Time Travel!!

Posted: January 15, 2011 in Uncategorized
Tags: , , ,

If I had a time machine for one hour…

That’s no fun, one day.

If I had a time machine for one day, I think I would have to go to the crucifixion, right? Or the resurrection?! Crap.

What about the day Moses parted the Red Sea? That would be pretty freakin awesome

Or the day Jericho fell?

I’d avoid the future, it’s a mystery for a reason.

And mid-evil times. I would surely die.

I would like to witness the creation of the world, but that took a week and where am I going to stand before the Earth is created?

OH!! I would go to the Garden of Eden and chill nekkid with Adam, Eve, God, and non-hostile animals. That would be cool. I wonder if Eve was hot?

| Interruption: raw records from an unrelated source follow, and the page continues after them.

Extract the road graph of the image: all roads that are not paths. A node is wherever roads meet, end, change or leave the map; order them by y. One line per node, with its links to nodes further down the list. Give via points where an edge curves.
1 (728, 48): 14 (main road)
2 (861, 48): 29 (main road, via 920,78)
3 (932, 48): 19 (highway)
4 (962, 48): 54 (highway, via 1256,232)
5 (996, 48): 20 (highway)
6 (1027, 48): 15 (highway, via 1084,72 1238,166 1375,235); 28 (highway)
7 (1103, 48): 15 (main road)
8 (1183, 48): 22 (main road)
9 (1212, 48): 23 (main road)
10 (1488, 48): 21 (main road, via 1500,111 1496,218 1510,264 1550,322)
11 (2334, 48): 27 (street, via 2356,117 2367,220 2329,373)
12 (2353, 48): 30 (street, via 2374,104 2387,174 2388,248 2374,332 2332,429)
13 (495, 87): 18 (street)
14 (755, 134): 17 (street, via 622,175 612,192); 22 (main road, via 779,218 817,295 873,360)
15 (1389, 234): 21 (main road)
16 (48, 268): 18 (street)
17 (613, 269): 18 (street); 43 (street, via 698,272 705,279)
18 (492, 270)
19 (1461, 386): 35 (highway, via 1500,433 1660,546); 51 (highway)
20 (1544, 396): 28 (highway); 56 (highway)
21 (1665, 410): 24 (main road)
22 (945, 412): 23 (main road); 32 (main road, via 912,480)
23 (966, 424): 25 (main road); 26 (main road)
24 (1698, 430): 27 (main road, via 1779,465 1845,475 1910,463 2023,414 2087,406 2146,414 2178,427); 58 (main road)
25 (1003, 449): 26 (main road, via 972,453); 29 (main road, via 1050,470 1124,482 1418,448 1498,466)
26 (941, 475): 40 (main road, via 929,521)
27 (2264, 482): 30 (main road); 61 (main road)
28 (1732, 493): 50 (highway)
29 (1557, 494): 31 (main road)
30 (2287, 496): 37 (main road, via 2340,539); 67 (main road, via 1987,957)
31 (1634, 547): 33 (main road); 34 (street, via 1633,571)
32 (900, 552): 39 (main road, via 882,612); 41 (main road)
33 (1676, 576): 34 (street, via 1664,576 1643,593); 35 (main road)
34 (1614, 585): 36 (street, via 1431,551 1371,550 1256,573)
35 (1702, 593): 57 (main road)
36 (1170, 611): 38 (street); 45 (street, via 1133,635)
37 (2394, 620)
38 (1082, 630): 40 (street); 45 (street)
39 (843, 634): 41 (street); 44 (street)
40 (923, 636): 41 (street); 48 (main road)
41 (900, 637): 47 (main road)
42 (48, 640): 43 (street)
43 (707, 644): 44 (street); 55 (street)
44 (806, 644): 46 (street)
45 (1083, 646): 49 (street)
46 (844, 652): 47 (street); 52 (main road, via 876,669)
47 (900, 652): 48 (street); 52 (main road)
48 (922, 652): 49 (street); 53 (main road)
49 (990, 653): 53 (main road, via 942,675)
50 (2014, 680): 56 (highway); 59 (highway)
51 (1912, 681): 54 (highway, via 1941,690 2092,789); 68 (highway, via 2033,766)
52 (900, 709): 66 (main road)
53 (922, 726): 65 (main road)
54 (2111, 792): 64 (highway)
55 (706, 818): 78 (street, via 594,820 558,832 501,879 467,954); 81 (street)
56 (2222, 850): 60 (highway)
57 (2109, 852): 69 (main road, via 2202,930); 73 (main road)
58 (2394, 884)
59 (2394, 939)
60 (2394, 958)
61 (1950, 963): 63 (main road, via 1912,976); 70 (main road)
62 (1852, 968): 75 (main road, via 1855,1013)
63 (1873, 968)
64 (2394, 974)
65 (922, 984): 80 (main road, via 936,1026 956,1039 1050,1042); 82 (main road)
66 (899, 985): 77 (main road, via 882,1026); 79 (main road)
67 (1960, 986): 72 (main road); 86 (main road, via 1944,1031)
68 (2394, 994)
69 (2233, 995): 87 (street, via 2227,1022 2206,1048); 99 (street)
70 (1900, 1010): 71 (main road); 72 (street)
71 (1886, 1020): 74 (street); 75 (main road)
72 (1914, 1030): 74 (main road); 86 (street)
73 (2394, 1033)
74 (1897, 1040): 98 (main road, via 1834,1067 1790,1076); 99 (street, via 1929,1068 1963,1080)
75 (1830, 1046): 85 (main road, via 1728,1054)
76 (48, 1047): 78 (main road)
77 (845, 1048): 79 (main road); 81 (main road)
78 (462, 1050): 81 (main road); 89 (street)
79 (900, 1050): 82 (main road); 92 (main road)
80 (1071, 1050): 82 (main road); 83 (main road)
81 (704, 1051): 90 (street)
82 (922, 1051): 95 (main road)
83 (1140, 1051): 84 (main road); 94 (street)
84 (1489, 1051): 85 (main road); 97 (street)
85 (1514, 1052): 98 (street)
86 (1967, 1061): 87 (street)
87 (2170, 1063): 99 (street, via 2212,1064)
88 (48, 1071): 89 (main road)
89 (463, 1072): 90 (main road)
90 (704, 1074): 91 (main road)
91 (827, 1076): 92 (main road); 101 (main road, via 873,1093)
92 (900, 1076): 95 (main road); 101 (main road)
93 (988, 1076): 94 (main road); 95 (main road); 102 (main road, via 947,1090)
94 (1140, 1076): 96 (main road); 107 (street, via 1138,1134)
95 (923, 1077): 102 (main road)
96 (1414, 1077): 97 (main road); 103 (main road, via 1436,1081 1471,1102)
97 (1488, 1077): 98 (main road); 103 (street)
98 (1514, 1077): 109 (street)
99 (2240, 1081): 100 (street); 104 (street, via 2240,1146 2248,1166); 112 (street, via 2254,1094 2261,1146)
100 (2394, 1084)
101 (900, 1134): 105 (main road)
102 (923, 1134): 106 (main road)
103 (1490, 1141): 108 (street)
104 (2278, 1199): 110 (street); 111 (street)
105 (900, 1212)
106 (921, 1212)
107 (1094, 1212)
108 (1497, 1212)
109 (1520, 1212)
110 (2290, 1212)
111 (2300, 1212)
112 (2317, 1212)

I think so, I think we were meant to be good looking until the gene pool went to crap and our health and decision-making went to crap.

I think it would go a little something like this…

Me: 😮


God: Chill dude. (to me:) Who the frick gave you a time machine?

Me: Blog idea, no worries

Eve: Oooohhh, he’s kinda cute 🙂

Adam: What is he wearing?

God: Oh, those are clothes, you’ll find out soon enough. *Sigh*

Me: Yeah! You see, you’re gonna do something stupid, (it will specifically be Eve’s fault) Then your descendants will all be really stupid for a few thousand years, then God will have to send his son to die for all the crap you caused us 😀

Adam: Uh?

God: Can you not remind me of that and at least let me enjoy this for just a LITTLE bit?!

Eve (still mesmerized by an actual good-looking person around): <3<3<3<3

God: Just…>.<

Me (playing fetch with a lion and cracking open a coca-cola while catching delicious grapes in my mouth): This place is pretty nice, thanks for ruining it for us, guys

God: I think it’s time for you to go back home

Eve: Nooooo!

Me: But it’s freakin’ awesome here!

God: This is why I put an angel here, you know?

Me: Well, that won’t happen for another few months. You created time, you should know this!

Adam: Hey, maybe this weird guy can help with all the work around here. All Eve does is talk to weird lizard things…

Me (to Eve): Oh, yeah, you might want to stop that

Eve: But they’re so cute and give me great advice!